**** Input data ****

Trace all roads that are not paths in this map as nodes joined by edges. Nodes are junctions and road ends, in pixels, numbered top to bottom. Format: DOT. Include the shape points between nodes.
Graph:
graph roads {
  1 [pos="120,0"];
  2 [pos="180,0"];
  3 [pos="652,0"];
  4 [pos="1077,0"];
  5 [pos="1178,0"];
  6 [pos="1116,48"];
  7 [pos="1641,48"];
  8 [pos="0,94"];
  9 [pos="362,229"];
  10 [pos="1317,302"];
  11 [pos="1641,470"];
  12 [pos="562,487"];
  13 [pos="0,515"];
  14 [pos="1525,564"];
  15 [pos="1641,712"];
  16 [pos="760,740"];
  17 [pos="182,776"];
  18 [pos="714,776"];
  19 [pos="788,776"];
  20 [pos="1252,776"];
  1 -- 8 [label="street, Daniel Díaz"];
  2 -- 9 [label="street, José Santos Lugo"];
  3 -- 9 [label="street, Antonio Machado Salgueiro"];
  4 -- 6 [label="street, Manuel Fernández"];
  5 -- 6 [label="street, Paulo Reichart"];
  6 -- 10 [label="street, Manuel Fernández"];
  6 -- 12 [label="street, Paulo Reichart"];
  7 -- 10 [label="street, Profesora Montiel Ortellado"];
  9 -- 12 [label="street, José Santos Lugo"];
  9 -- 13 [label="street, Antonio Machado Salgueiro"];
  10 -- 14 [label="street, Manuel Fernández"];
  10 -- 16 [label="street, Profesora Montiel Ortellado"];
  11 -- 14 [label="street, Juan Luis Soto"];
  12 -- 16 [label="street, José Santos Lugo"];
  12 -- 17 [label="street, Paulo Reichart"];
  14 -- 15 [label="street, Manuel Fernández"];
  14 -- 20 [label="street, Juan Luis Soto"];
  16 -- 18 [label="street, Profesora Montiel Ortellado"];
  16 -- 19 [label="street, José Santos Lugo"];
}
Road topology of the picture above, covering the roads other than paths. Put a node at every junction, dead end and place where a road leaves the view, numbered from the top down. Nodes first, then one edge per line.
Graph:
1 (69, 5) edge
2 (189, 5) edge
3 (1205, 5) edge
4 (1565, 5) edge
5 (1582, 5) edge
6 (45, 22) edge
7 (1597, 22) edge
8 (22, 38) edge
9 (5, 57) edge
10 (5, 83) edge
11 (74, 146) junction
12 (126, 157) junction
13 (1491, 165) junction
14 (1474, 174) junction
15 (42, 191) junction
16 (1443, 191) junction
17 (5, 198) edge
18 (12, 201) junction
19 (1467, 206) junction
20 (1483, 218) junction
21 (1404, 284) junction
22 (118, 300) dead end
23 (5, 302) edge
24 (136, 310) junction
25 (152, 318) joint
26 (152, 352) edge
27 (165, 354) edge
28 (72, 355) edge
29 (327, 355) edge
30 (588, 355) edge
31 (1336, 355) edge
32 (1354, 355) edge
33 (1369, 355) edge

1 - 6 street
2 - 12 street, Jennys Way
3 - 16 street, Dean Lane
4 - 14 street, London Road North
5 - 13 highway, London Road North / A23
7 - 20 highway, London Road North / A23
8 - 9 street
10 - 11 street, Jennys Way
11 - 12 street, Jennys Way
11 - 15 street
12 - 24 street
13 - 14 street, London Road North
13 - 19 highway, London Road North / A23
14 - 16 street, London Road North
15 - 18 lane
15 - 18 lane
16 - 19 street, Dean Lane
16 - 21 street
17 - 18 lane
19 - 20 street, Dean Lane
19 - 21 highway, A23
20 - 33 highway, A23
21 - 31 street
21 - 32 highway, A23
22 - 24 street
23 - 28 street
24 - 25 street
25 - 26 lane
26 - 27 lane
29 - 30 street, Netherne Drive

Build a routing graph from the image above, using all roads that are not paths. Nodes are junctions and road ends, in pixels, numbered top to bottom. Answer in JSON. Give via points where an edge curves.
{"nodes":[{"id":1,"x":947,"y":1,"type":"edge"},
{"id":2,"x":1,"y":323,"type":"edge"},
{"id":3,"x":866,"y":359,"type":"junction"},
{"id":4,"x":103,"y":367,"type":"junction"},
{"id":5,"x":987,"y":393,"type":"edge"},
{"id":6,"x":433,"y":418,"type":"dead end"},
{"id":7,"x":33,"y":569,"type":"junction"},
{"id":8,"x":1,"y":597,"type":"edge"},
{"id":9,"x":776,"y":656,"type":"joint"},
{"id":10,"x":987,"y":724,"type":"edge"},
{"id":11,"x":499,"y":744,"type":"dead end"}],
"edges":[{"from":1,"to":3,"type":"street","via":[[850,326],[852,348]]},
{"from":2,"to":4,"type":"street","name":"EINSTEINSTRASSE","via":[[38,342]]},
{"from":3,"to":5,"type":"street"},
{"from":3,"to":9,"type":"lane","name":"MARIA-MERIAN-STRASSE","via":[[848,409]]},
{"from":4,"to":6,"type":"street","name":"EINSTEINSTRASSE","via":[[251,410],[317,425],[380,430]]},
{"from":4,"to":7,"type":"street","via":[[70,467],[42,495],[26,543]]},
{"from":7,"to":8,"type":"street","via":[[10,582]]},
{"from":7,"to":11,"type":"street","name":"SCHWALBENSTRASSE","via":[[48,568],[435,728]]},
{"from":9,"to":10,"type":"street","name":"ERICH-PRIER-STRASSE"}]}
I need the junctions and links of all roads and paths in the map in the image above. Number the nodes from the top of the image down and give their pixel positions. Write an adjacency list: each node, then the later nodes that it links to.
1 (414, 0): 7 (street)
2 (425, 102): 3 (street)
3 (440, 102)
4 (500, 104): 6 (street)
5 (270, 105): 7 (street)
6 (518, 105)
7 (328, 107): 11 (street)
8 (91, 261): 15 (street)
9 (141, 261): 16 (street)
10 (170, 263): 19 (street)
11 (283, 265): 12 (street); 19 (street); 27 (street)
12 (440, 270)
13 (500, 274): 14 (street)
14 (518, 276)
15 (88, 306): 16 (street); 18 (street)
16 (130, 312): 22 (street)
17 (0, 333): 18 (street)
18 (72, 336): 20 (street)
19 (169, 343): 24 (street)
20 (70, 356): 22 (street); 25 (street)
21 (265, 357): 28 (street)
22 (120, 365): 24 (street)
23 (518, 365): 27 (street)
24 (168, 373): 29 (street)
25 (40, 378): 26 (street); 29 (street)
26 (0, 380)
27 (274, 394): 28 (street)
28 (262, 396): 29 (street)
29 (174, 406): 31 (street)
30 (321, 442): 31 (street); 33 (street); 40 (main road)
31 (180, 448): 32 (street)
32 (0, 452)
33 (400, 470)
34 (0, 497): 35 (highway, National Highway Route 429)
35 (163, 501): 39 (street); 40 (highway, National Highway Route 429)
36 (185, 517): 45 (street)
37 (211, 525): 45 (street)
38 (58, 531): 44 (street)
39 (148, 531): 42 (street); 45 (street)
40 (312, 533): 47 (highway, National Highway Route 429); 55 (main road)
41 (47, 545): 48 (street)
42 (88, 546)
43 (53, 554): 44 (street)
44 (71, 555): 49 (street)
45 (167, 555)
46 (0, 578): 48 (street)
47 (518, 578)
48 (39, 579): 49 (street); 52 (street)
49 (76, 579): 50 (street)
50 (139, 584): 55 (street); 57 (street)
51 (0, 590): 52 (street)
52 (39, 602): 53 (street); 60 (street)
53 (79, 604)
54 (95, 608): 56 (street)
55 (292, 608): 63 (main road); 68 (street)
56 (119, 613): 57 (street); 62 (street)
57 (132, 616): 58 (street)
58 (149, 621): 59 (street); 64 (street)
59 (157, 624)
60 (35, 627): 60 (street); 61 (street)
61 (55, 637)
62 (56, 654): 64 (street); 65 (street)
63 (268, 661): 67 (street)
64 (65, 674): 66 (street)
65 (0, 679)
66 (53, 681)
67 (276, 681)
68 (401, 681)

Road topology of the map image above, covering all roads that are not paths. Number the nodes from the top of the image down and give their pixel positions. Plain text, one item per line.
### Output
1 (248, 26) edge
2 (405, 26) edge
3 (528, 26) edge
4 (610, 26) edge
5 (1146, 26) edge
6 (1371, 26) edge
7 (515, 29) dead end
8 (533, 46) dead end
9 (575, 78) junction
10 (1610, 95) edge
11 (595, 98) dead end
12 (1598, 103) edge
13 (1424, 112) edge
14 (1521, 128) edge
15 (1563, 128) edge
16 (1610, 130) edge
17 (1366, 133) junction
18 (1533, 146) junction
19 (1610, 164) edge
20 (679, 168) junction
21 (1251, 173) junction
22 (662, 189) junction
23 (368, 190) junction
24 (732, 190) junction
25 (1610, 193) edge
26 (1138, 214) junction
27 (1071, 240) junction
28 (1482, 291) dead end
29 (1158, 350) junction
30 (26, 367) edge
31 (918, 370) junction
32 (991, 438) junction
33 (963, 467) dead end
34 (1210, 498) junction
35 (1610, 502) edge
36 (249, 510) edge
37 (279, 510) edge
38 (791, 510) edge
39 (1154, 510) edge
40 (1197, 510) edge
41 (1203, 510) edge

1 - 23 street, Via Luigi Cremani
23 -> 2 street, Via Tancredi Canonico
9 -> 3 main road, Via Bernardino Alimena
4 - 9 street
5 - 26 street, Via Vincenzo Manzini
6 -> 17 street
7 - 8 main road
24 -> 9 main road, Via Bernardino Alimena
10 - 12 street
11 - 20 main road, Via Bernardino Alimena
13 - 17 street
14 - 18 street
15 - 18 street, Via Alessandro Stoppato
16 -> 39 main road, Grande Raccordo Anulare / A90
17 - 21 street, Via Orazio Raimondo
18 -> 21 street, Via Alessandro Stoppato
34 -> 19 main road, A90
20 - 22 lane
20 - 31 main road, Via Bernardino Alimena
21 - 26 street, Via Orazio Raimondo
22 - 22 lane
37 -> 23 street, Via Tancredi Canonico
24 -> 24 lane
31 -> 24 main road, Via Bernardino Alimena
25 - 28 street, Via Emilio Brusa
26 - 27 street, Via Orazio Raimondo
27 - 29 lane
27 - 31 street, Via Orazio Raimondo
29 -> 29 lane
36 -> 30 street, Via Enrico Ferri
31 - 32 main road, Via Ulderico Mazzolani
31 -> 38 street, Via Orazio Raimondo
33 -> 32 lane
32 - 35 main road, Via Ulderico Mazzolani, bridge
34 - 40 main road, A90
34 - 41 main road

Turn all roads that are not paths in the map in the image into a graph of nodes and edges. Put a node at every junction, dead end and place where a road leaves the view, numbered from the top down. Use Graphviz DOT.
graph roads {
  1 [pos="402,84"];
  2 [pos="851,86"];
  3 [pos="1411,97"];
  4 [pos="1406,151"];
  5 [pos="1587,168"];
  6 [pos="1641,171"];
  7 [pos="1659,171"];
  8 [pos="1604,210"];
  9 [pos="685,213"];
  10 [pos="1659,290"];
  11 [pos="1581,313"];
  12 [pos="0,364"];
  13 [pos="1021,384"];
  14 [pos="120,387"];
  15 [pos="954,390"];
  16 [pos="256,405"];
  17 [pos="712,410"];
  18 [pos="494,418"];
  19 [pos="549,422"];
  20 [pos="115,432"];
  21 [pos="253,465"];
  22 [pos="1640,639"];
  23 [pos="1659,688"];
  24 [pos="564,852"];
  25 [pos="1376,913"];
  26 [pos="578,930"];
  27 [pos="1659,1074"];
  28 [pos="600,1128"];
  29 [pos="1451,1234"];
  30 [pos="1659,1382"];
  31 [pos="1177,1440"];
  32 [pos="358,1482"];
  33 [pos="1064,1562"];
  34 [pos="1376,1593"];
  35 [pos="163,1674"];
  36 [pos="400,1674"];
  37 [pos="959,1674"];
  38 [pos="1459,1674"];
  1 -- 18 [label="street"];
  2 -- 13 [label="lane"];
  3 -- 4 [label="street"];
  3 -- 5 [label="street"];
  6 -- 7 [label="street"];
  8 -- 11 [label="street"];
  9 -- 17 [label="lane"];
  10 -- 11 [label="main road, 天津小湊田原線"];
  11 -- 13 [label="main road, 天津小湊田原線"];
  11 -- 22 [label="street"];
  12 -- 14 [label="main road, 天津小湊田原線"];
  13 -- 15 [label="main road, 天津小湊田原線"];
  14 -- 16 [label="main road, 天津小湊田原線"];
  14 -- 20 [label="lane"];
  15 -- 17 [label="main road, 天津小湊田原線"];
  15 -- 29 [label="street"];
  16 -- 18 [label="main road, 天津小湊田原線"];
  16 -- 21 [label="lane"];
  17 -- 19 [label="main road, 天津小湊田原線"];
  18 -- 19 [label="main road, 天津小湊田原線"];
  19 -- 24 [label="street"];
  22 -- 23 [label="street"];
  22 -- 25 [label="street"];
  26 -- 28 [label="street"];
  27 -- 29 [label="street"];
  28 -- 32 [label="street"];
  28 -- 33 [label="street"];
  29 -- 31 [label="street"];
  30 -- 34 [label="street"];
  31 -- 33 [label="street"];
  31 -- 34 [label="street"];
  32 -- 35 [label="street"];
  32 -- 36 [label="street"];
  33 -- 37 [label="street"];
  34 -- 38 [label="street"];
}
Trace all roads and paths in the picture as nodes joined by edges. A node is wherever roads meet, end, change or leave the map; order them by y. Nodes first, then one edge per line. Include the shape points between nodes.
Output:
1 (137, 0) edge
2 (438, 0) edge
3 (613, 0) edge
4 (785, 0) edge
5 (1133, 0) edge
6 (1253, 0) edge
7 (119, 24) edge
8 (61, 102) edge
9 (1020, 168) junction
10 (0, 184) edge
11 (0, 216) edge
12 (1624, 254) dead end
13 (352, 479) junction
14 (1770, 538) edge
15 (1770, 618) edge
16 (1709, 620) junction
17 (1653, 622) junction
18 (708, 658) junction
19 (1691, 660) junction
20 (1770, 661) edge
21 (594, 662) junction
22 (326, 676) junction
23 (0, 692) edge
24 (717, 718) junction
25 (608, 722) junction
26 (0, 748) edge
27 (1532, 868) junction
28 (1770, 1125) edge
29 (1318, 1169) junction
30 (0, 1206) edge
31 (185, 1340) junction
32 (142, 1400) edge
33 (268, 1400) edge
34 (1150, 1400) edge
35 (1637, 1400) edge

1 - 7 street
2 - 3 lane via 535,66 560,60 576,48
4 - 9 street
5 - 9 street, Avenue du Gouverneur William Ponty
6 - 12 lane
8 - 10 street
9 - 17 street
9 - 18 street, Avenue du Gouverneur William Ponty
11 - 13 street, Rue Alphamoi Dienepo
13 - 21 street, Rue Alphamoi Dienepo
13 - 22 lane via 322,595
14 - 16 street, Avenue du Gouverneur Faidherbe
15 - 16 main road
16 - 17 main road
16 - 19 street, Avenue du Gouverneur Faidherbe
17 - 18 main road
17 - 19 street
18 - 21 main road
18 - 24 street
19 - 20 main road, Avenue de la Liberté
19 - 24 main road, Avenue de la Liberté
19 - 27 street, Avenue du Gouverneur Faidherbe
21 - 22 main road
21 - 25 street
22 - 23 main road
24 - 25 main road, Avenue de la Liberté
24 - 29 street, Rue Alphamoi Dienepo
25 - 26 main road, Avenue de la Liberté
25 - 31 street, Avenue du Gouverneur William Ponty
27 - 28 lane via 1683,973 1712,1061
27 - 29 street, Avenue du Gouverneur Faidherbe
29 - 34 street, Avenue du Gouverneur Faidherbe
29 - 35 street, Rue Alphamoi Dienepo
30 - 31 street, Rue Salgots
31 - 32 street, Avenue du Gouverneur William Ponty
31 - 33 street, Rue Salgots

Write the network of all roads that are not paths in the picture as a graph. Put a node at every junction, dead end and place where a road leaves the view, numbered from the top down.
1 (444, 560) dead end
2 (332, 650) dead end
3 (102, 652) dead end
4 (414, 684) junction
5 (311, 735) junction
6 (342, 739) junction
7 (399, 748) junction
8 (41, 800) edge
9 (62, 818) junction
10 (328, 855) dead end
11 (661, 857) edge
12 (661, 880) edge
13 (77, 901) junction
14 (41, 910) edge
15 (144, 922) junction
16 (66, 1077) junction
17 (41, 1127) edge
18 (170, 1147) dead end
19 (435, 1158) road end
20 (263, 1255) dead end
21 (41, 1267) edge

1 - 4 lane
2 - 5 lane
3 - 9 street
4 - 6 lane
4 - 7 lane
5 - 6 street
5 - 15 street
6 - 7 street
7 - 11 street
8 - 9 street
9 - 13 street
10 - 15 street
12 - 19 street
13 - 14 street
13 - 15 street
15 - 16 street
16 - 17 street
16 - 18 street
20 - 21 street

****

**What you will do**. Which lines of the data include the string "Liberté"? Copy each of them.

**Answer section**.
19 - 20 main road, Avenue de la Liberté
19 - 24 main road, Avenue de la Liberté
24 - 25 main road, Avenue de la Liberté
25 - 26 main road, Avenue de la Liberté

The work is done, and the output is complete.